▼▼▼

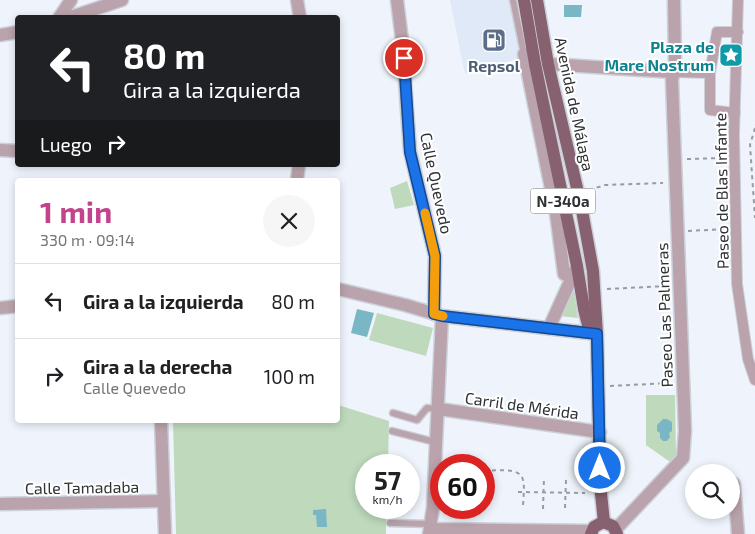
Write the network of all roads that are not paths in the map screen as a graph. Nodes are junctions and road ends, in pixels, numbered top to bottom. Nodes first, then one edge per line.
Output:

▲▲▲
▼▼▼

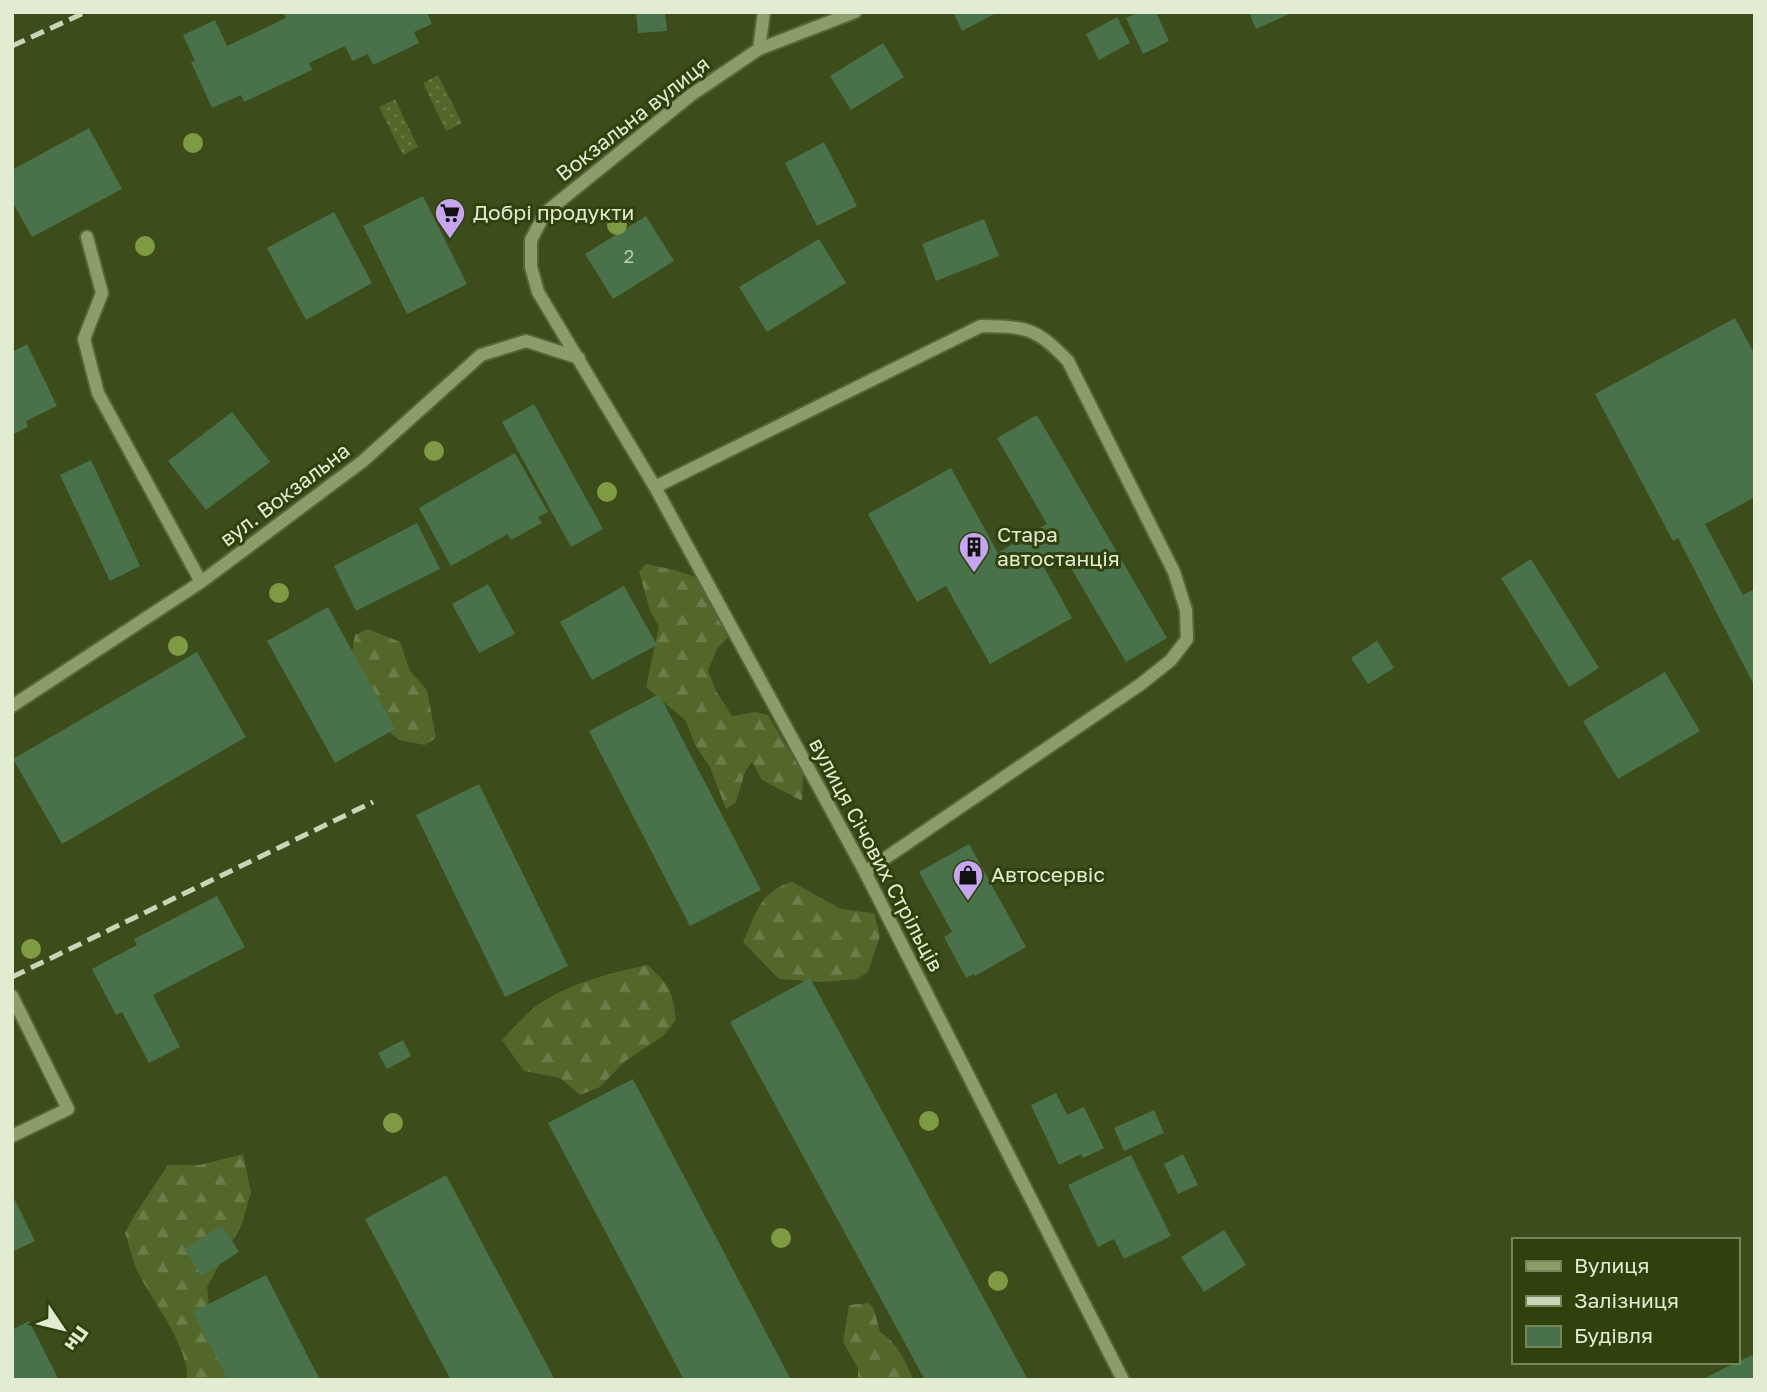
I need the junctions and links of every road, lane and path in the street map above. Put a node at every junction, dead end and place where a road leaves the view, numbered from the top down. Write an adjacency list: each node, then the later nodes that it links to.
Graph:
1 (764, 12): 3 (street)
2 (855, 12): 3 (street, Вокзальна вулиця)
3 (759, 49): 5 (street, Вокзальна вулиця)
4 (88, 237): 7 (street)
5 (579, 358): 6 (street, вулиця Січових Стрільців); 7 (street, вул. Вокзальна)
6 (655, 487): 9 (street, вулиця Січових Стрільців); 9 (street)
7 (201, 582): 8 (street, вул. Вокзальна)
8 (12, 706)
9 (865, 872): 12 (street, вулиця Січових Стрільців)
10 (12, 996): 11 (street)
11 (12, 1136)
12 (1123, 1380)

▲▲▲

WHAT TO WORK ON: Lines that contain "numbered" are to be copied from the records above.

TASK RESPONSE:
Write the network of all roads that are not paths in the map screen as a graph. Nodes are junctions and road ends, in pixels, numbered top to bottom. Nodes first, then one edge per line.
I need the junctions and links of every road, lane and path in the street map above. Put a node at every junction, dead end and place where a road leaves the view, numbered from the top down. Write an adjacency list: each node, then the later nodes that it links to.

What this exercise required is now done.